The Audit Committee normally meets twice a year and at other times if necessary and has responsibility for, amongst other things, planning and reviewing the annual report and accounts and interim statements involving, where appropriate, the external auditors. The Committee also approves external auditors’ fees and ensures the auditors’ independence as well as focusing on compliance with legal requirements and accounting standards. It is also responsible for ensuring that an effective system of internal control is maintained. The ultimate responsibility for reviewing and approving the annual financial statements and interim statements remains with the Board. The Company’s external auditors are invited to attend meetings of the Committee on a regular basis.
The Remuneration Committee, which meets as required, but at least once a year, has responsibility for making recommendations to the Board on the compensation of senior executives and determining, within agreed terms of reference, the specific remuneration packages for each of the Executive Directors.
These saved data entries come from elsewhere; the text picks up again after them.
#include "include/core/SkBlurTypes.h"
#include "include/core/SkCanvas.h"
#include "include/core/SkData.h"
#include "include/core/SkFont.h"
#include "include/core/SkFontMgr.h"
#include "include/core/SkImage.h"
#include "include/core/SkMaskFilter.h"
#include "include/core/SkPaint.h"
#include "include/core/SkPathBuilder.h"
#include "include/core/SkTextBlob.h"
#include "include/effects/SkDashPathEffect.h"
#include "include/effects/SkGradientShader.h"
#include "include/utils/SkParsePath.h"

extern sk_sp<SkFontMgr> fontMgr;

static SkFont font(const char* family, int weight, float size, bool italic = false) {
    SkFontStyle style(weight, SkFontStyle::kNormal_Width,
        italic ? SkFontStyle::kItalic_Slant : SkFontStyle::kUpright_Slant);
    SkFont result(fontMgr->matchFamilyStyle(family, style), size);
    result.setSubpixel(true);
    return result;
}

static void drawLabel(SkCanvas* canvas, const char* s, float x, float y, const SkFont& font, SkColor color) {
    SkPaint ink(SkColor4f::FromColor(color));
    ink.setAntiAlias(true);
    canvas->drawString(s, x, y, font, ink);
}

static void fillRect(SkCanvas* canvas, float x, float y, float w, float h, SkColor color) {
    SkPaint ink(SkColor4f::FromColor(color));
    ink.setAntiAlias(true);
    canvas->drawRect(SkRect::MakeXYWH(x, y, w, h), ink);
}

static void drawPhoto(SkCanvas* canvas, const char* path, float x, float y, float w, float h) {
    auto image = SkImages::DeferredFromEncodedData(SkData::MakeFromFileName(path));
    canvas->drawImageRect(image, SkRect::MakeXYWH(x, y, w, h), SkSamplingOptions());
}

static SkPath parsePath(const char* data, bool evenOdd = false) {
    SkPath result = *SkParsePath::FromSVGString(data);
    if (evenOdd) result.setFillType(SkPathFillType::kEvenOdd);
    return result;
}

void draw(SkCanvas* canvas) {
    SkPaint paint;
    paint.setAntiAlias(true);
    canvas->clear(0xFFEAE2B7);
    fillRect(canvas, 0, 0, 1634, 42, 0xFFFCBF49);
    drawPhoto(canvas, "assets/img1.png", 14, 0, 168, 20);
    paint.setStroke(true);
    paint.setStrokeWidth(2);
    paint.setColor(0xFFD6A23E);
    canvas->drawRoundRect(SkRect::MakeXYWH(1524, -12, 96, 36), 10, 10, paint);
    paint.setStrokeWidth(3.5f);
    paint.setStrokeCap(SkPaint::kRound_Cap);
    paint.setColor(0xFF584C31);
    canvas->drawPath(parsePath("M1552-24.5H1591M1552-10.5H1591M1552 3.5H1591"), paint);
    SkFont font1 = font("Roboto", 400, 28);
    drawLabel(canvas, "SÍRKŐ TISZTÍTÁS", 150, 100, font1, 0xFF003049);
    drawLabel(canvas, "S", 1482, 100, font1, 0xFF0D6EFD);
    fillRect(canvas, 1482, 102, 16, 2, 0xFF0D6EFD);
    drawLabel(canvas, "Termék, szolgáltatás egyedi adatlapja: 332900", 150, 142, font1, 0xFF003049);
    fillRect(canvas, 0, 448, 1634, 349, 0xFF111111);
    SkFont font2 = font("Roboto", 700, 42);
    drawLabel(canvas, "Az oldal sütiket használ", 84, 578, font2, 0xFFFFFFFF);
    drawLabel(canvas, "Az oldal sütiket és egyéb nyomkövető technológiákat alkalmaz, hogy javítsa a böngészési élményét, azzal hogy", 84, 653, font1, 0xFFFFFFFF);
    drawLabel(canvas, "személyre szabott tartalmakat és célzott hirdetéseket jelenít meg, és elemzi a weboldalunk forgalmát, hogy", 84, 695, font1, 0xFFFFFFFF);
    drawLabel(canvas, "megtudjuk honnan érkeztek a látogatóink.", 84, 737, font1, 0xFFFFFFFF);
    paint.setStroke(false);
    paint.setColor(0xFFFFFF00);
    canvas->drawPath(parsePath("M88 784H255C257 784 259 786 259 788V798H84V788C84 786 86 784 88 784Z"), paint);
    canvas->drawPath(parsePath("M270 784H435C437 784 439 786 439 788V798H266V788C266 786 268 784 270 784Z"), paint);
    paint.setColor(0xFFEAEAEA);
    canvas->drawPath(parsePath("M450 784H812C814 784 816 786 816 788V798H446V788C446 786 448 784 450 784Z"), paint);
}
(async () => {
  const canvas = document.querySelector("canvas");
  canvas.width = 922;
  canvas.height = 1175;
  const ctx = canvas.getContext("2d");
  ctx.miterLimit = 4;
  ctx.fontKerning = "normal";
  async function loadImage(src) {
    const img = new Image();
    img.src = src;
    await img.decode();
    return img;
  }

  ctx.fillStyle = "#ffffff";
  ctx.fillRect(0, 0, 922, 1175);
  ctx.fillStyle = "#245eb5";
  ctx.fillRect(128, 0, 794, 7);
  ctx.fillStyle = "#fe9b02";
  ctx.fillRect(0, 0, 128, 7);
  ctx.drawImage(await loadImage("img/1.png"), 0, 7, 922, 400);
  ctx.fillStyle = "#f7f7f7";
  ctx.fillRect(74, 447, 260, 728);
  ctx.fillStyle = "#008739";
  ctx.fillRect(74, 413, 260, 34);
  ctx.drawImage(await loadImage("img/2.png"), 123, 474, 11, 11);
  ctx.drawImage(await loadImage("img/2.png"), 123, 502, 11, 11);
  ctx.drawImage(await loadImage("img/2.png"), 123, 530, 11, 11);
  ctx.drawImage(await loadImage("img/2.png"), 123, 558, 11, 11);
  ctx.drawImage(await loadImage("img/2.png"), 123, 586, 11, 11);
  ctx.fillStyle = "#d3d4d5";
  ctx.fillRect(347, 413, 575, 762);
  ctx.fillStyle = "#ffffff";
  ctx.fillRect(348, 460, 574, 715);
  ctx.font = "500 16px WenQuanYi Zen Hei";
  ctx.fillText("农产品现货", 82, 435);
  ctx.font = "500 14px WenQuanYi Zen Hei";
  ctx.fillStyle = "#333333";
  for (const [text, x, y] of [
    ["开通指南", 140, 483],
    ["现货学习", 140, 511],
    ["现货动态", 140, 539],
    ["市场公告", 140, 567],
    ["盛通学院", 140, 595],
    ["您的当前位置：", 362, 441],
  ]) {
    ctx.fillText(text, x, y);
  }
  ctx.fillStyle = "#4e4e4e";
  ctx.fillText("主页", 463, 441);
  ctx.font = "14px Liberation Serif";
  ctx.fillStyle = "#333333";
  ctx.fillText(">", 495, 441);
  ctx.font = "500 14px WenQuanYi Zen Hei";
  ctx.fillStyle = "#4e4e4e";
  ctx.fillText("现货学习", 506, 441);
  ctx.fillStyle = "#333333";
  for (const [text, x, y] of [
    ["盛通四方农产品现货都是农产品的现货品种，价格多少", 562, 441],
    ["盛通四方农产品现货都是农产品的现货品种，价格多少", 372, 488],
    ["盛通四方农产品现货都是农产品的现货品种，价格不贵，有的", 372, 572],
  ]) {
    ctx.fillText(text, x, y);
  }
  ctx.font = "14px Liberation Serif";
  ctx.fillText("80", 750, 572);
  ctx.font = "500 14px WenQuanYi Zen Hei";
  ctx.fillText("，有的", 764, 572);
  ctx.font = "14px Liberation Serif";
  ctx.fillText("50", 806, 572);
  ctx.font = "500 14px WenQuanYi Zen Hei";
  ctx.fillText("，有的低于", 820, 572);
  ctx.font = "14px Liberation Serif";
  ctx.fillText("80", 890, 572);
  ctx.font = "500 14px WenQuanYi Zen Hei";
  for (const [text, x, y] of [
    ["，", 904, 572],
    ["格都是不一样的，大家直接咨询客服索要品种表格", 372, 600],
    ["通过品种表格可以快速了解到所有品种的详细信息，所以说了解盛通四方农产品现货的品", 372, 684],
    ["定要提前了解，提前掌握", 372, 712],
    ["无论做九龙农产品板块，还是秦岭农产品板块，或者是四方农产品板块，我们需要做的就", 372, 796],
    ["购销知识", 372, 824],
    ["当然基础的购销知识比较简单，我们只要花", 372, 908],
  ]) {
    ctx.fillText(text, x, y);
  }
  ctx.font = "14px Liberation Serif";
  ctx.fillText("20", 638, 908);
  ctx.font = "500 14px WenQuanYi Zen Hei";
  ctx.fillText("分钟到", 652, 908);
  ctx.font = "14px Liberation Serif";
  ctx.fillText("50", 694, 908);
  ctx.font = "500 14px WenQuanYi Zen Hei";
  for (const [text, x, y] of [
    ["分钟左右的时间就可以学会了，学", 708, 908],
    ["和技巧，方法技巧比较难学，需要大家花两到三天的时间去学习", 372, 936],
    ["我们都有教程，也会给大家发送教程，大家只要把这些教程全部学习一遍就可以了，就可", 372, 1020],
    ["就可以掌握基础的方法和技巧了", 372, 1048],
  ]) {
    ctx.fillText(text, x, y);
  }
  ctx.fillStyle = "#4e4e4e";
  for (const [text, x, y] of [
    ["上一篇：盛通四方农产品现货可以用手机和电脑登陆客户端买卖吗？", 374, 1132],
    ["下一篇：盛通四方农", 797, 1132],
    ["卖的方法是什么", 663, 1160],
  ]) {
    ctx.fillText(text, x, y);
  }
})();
It also supervises the Company’s share incentive schemes and sets performance conditions for share options granted under the schemes.
The Remuneration Report for the year ended 31 December 2023 is set out on pages 33 and 35 of the Company’s 2023 Annual Report.
The Directors believe that the above disclosures constitute sufficient disclosure to meet the QCA Code’s requirement for a Remuneration Committee Report. Consequently, a separate Remuneration Committee Report is not presented in the Group’s Annual Report.